Pen writing on a blank pageMaybe you don’t think writing is a key skill in business presentation, or that putting any old word on paper is good enough to make your point. Obviously I think good writing and clear communications are important but I just read an article listing some examples of when writing is more important than speaking for a business.

Even if you use someone else to write ad copy, website content, articles, blog posts and other obvious writing tasks, the following list shows that business writing is a necessary skill for any business owner or manager:

  • making a visual impact – spoken words alone aren’t always enough, even in a training session when visual aids and handouts are valuable. Seeing things in print makes them more believable and easier to remember, so writing can have a bigger impact
  • setting rules and guidelines, such as policies and procedures. Imagine having verbal policies in a large company – it would be easy for people to forget or misunderstand what they’re told, and some people would simply choose to do things their own way. Writing out procedures ensures consistency and forms a record of your expectations
  • making complaints have more power in writing – they are taken more seriously, are more likely to be followed up on and form a record for any future interactions. Further, it ensures your actual complaint is received as the person you complain to may not be the one who can act on it so a verbal message could be changed
  • responding to complaints is also good in writing – it shows you genuinely care about the customer’s experience with your business and gives you the opportunity to show what you have done to prevent the issue happening again
  • giving feedback and recognition has more impact if you take the time to write it down, and your written message may be kept for a long time.
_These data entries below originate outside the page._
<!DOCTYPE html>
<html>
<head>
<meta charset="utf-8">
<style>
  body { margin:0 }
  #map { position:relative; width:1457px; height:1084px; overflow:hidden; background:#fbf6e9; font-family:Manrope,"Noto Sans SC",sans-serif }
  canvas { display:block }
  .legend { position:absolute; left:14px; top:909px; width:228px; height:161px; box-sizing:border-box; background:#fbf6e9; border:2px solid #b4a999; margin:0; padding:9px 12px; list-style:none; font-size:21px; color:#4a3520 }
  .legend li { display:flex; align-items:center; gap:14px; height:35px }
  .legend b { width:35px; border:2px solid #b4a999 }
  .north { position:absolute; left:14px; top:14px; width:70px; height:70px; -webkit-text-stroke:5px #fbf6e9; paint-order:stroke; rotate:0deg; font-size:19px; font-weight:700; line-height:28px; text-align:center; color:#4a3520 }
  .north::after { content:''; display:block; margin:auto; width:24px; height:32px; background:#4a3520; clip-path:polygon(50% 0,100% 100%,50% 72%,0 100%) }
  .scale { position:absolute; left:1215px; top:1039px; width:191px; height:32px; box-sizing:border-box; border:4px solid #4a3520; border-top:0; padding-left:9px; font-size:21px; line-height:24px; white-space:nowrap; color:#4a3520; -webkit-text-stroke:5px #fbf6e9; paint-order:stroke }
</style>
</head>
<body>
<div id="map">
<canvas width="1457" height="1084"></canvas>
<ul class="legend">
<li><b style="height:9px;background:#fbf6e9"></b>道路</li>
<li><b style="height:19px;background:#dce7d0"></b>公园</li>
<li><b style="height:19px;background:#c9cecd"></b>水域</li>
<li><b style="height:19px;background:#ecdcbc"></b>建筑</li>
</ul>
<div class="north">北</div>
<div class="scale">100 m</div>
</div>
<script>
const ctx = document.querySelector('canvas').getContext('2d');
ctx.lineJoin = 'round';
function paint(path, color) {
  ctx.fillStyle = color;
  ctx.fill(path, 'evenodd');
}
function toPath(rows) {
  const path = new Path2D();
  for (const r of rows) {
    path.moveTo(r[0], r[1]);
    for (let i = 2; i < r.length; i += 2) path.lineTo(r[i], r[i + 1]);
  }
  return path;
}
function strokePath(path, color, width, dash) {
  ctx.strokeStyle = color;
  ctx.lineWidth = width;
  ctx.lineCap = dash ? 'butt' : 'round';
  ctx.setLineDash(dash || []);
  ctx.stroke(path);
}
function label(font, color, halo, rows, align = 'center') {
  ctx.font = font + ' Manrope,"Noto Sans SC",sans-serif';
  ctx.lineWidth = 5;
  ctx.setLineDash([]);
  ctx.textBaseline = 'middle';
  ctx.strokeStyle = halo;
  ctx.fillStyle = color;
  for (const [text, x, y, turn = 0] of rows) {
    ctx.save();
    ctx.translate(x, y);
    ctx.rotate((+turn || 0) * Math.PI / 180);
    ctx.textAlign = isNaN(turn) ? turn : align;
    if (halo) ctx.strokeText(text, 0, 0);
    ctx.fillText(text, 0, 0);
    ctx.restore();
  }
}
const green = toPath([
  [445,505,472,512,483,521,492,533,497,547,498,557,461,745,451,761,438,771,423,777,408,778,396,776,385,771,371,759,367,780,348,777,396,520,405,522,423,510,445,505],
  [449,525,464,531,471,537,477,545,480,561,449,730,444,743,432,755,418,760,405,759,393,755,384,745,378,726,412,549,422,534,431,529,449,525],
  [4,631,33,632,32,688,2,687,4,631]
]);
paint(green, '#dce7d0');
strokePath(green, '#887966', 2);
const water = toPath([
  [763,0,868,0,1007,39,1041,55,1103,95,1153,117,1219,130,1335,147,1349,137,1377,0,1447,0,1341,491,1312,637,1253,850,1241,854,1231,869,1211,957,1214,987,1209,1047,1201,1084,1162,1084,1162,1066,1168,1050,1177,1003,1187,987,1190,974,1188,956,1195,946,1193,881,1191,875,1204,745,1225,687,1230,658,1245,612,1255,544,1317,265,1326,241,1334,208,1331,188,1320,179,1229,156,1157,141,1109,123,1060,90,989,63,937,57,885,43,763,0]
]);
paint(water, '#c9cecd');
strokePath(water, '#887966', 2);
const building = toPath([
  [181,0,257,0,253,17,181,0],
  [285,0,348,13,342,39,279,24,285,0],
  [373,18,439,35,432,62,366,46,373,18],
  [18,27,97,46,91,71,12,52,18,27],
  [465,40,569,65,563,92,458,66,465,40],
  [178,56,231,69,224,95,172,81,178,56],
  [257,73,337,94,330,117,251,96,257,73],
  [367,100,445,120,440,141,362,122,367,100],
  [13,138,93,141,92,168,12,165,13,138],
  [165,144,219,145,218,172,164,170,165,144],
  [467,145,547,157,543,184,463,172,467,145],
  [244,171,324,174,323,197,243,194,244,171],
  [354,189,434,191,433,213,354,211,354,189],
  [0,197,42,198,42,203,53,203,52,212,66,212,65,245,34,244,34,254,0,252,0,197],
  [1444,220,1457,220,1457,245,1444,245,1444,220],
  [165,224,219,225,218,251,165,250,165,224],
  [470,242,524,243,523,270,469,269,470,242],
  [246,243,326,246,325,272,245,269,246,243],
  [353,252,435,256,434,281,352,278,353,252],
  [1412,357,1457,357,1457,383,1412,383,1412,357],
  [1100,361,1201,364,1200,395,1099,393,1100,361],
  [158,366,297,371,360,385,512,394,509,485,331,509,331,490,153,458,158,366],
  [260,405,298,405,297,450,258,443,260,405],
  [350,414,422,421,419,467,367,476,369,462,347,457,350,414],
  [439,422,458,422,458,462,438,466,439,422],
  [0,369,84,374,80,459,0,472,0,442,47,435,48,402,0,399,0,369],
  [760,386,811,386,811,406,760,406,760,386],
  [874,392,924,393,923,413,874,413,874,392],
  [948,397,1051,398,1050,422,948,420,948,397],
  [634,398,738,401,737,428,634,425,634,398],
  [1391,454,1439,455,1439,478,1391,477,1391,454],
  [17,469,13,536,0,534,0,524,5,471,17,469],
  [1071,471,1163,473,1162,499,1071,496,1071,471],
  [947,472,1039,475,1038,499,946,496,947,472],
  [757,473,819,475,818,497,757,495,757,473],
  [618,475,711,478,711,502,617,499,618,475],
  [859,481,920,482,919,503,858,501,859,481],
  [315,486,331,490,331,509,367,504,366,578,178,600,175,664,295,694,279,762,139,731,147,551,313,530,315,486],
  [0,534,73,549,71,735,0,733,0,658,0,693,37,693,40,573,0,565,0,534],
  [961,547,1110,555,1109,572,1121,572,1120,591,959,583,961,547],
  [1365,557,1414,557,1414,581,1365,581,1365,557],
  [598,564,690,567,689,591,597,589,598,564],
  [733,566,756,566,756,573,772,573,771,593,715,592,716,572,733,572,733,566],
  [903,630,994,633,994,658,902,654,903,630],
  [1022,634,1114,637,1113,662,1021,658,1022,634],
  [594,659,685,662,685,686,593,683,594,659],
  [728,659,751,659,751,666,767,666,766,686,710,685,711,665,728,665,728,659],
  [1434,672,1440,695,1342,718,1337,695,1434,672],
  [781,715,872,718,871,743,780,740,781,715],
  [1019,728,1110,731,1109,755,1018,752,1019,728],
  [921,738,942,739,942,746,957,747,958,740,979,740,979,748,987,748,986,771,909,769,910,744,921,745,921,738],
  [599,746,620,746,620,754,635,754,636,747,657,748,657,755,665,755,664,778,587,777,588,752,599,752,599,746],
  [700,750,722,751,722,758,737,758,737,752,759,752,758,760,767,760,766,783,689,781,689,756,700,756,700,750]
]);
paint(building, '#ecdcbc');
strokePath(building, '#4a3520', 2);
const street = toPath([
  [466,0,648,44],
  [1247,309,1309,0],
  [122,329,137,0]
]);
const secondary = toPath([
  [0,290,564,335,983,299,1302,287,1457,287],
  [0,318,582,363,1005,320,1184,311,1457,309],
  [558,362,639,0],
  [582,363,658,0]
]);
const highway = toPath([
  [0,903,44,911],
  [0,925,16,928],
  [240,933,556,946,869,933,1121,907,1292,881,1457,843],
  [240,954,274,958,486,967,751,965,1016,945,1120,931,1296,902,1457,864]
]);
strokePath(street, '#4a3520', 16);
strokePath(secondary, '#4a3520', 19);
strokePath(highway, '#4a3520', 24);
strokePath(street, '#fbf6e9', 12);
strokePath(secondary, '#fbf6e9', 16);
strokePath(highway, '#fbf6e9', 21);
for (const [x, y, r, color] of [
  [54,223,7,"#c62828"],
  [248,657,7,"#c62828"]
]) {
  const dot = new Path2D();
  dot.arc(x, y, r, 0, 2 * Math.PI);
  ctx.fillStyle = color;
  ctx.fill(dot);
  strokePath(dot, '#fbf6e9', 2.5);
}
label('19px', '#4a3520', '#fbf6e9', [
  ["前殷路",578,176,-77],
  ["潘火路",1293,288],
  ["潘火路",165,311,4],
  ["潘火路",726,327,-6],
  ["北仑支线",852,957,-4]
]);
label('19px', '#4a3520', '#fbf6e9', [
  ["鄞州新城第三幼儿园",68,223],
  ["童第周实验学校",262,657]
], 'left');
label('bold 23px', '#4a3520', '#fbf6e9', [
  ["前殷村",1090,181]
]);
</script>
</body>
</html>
Whats more, if you make the written message public (including just on the business noticeboard or intranet), your compliments carry so much more weight and make people feel truly valued
  • complex ideas are not easy to grasp so a written explanation gives people the chance to reread it for understanding and have it as a reference later
  • written communications form a record of what was ‘said’ and needed. This has two advantages – it helps you remember details and complete a task correctly and it also helps protect from ‘he said she said’ situations
  • writing an agenda for meetings can save a lot of time and frustration as the agenda keeps everyone on track and they can prepare ahead of time. Likewise, minutes of meetings form a record and reminder of tasks to be done
  • involving new people becomes much easier if information is in writing – for example, if you change project managers part way through, the new manager will know what has been done and what to chase if they get written notes to follow

Again, some of these tasks can be handed to a business writer, but others you need to do yourself (in which case, hopefully my blog is one resource for helping you write effectively!)

Do you have other examples of when being able to write is critical in business?